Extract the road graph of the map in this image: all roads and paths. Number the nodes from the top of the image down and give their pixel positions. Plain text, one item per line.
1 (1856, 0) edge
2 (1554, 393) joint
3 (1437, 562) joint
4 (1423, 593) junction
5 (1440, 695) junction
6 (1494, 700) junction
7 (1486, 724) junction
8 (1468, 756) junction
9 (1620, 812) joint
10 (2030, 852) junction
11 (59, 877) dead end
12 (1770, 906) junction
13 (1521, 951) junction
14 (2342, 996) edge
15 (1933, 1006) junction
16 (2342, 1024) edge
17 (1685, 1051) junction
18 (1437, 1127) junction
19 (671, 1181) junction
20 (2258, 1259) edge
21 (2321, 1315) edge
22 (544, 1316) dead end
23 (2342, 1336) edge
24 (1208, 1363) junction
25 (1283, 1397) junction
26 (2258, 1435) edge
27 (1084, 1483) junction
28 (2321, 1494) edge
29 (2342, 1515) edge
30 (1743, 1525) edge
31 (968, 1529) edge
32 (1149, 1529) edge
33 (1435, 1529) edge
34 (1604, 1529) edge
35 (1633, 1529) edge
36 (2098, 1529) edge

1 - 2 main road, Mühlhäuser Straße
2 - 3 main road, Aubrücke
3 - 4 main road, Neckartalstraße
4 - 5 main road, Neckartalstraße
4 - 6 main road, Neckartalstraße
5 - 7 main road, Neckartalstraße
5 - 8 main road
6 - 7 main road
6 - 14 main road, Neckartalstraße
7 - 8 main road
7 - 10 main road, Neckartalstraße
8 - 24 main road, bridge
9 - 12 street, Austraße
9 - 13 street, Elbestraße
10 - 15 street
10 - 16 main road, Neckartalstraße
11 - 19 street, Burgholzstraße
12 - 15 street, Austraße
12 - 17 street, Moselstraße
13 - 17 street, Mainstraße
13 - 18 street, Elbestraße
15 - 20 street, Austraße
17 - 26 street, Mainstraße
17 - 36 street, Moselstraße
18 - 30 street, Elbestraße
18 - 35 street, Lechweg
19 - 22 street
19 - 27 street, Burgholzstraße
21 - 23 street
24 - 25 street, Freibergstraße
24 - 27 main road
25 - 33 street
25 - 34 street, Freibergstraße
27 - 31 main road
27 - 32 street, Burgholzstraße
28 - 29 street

################

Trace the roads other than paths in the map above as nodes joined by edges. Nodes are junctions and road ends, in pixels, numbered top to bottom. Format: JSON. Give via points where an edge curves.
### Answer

################

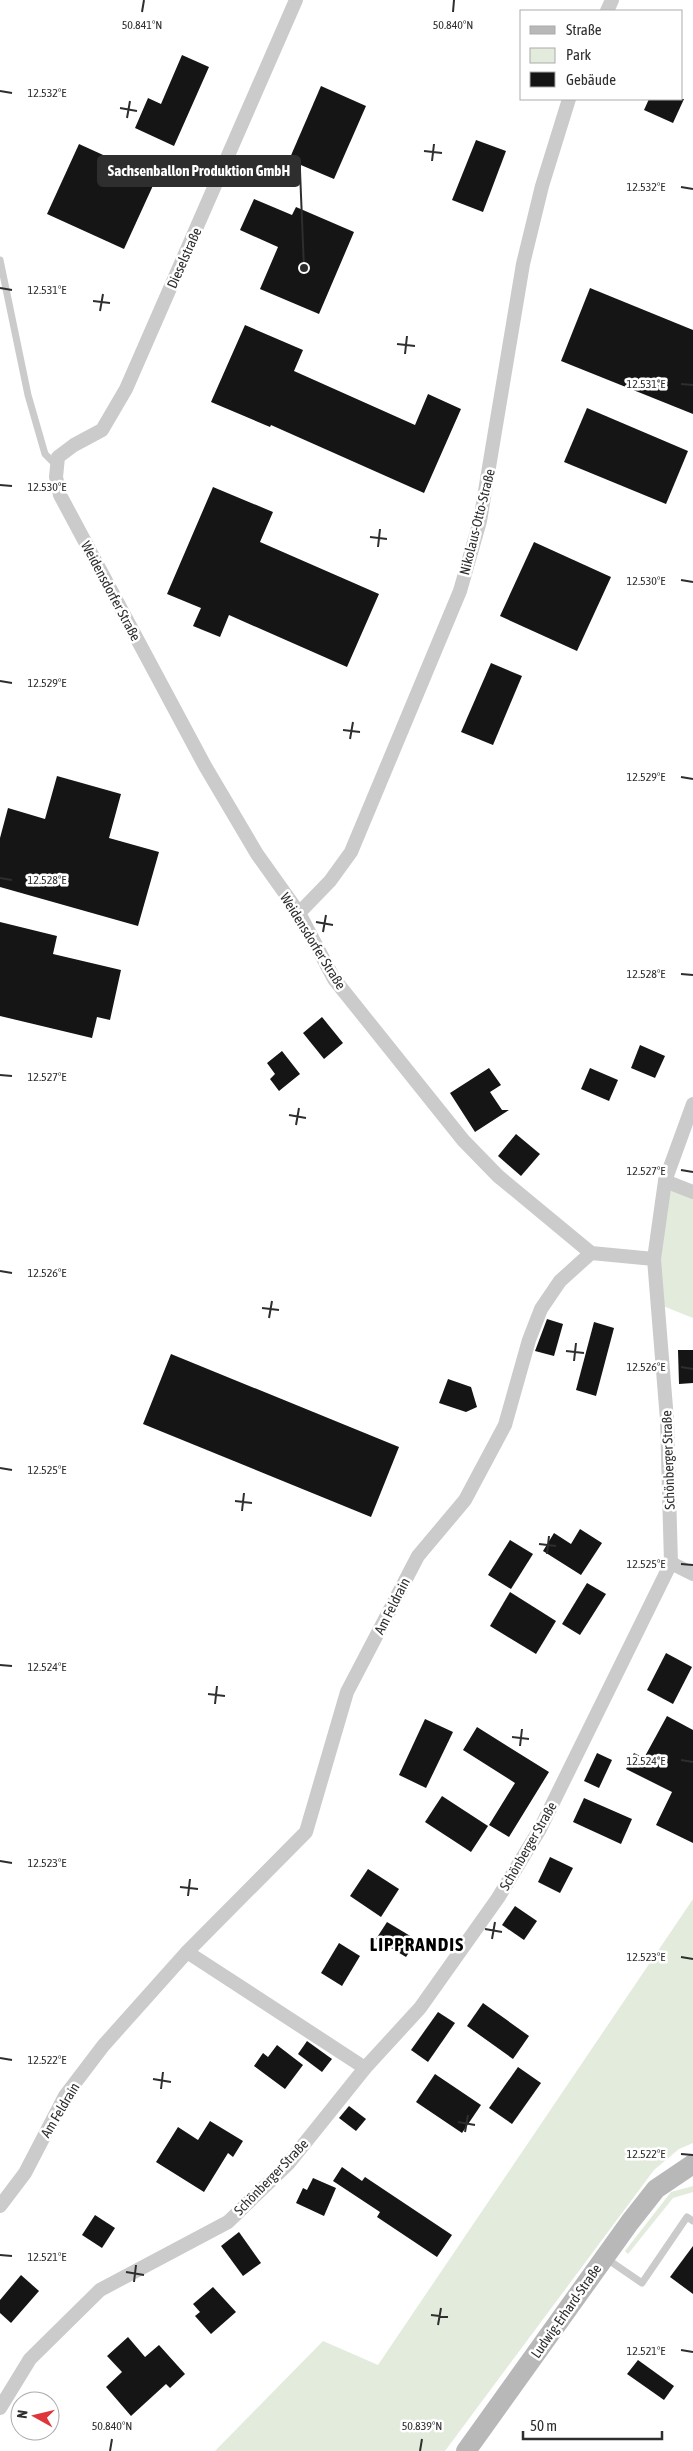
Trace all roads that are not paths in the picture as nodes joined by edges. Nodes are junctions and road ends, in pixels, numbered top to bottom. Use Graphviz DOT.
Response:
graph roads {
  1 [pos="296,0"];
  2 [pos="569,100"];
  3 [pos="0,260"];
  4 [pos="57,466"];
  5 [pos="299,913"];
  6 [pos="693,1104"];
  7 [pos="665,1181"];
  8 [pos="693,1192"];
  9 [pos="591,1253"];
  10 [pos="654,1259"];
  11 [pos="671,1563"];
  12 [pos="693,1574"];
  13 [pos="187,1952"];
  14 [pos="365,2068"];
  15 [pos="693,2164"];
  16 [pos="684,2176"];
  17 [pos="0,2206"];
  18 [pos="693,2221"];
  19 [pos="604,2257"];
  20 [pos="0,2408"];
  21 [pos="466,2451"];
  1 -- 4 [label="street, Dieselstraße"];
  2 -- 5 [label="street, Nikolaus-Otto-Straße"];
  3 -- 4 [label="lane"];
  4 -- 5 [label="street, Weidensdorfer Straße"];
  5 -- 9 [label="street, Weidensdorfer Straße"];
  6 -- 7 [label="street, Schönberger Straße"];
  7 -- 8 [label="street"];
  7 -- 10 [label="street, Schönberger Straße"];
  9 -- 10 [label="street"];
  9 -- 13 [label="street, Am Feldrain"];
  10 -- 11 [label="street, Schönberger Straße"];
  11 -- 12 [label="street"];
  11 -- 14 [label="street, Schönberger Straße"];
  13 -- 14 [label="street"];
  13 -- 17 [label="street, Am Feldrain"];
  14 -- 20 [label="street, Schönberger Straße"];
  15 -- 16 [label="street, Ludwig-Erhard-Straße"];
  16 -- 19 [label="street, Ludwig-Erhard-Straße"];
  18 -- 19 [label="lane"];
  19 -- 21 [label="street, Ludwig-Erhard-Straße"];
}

################

Required work: Look for the string "bottom" in the entries above. Copy every line that has it.

Your response:
Trace the roads other than paths in the map above as nodes joined by edges. Nodes are junctions and road ends, in pixels, numbered top to bottom. Format: JSON. Give via points where an edge curves.
Trace all roads that are not paths in the picture as nodes joined by edges. Nodes are junctions and road ends, in pixels, numbered top to bottom. Use Graphviz DOT.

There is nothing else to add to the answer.